• _TASK ITEM_
Present an exact copy of each line below.

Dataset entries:

= = =

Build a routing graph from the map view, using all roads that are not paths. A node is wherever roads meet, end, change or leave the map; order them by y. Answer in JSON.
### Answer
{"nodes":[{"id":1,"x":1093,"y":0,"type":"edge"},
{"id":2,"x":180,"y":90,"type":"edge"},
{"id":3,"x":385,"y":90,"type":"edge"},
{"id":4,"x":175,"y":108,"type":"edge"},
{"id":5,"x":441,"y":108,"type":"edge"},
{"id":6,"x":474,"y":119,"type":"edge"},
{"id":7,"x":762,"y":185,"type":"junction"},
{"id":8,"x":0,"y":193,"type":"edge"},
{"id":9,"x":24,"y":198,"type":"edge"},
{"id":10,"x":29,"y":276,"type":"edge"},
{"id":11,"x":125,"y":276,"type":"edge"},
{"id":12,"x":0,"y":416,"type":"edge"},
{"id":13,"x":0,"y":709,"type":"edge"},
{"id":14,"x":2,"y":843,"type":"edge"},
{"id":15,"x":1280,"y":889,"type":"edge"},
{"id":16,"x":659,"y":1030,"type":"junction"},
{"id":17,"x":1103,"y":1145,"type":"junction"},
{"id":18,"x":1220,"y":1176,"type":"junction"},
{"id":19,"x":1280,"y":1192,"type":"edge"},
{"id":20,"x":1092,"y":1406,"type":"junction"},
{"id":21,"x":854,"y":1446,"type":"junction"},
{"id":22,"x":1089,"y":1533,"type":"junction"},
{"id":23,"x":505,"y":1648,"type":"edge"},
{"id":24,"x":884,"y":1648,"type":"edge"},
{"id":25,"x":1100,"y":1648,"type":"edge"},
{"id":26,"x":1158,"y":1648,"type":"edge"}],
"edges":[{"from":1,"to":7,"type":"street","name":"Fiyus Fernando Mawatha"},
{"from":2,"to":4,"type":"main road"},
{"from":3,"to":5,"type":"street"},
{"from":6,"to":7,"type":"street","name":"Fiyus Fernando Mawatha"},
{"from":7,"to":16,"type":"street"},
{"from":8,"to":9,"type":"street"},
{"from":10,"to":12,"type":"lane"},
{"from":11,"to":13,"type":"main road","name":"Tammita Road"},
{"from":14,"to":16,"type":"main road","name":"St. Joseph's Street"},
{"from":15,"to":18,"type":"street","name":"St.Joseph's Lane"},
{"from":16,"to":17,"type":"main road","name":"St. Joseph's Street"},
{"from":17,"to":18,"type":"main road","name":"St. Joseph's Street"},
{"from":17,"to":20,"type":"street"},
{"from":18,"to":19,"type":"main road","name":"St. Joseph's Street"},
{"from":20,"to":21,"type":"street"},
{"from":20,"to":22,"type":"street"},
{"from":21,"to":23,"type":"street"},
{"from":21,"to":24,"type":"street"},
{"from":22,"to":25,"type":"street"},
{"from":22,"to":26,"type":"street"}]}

= = =

• _PROBLEM SOLUTION_
Build a routing graph from the map view, using all roads that are not paths. A node is wherever roads meet, end, change or leave the map; order them by y. Answer in JSON.
### Answer
{"nodes":[{"id":1,"x":1093,"y":0,"type":"edge"},
{"id":2,"x":180,"y":90,"type":"edge"},
{"id":3,"x":385,"y":90,"type":"edge"},
{"id":4,"x":175,"y":108,"type":"edge"},
{"id":5,"x":441,"y":108,"type":"edge"},
{"id":6,"x":474,"y":119,"type":"edge"},
{"id":7,"x":762,"y":185,"type":"junction"},
{"id":8,"x":0,"y":193,"type":"edge"},
{"id":9,"x":24,"y":198,"type":"edge"},
{"id":10,"x":29,"y":276,"type":"edge"},
{"id":11,"x":125,"y":276,"type":"edge"},
{"id":12,"x":0,"y":416,"type":"edge"},
{"id":13,"x":0,"y":709,"type":"edge"},
{"id":14,"x":2,"y":843,"type":"edge"},
{"id":15,"x":1280,"y":889,"type":"edge"},
{"id":16,"x":659,"y":1030,"type":"junction"},
{"id":17,"x":1103,"y":1145,"type":"junction"},
{"id":18,"x":1220,"y":1176,"type":"junction"},
{"id":19,"x":1280,"y":1192,"type":"edge"},
{"id":20,"x":1092,"y":1406,"type":"junction"},
{"id":21,"x":854,"y":1446,"type":"junction"},
{"id":22,"x":1089,"y":1533,"type":"junction"},
{"id":23,"x":505,"y":1648,"type":"edge"},
{"id":24,"x":884,"y":1648,"type":"edge"},
{"id":25,"x":1100,"y":1648,"type":"edge"},
{"id":26,"x":1158,"y":1648,"type":"edge"}],
"edges":[{"from":1,"to":7,"type":"street","name":"Fiyus Fernando Mawatha"},
{"from":2,"to":4,"type":"main road"},
{"from":3,"to":5,"type":"street"},
{"from":6,"to":7,"type":"street","name":"Fiyus Fernando Mawatha"},
{"from":7,"to":16,"type":"street"},
{"from":8,"to":9,"type":"street"},
{"from":10,"to":12,"type":"lane"},
{"from":11,"to":13,"type":"main road","name":"Tammita Road"},
{"from":14,"to":16,"type":"main road","name":"St. Joseph's Street"},
{"from":15,"to":18,"type":"street","name":"St.Joseph's Lane"},
{"from":16,"to":17,"type":"main road","name":"St. Joseph's Street"},
{"from":17,"to":18,"type":"main road","name":"St. Joseph's Street"},
{"from":17,"to":20,"type":"street"},
{"from":18,"to":19,"type":"main road","name":"St. Joseph's Street"},
{"from":20,"to":21,"type":"street"},
{"from":20,"to":22,"type":"street"},
{"from":21,"to":23,"type":"street"},
{"from":21,"to":24,"type":"street"},
{"from":22,"to":25,"type":"street"},
{"from":22,"to":26,"type":"street"}]}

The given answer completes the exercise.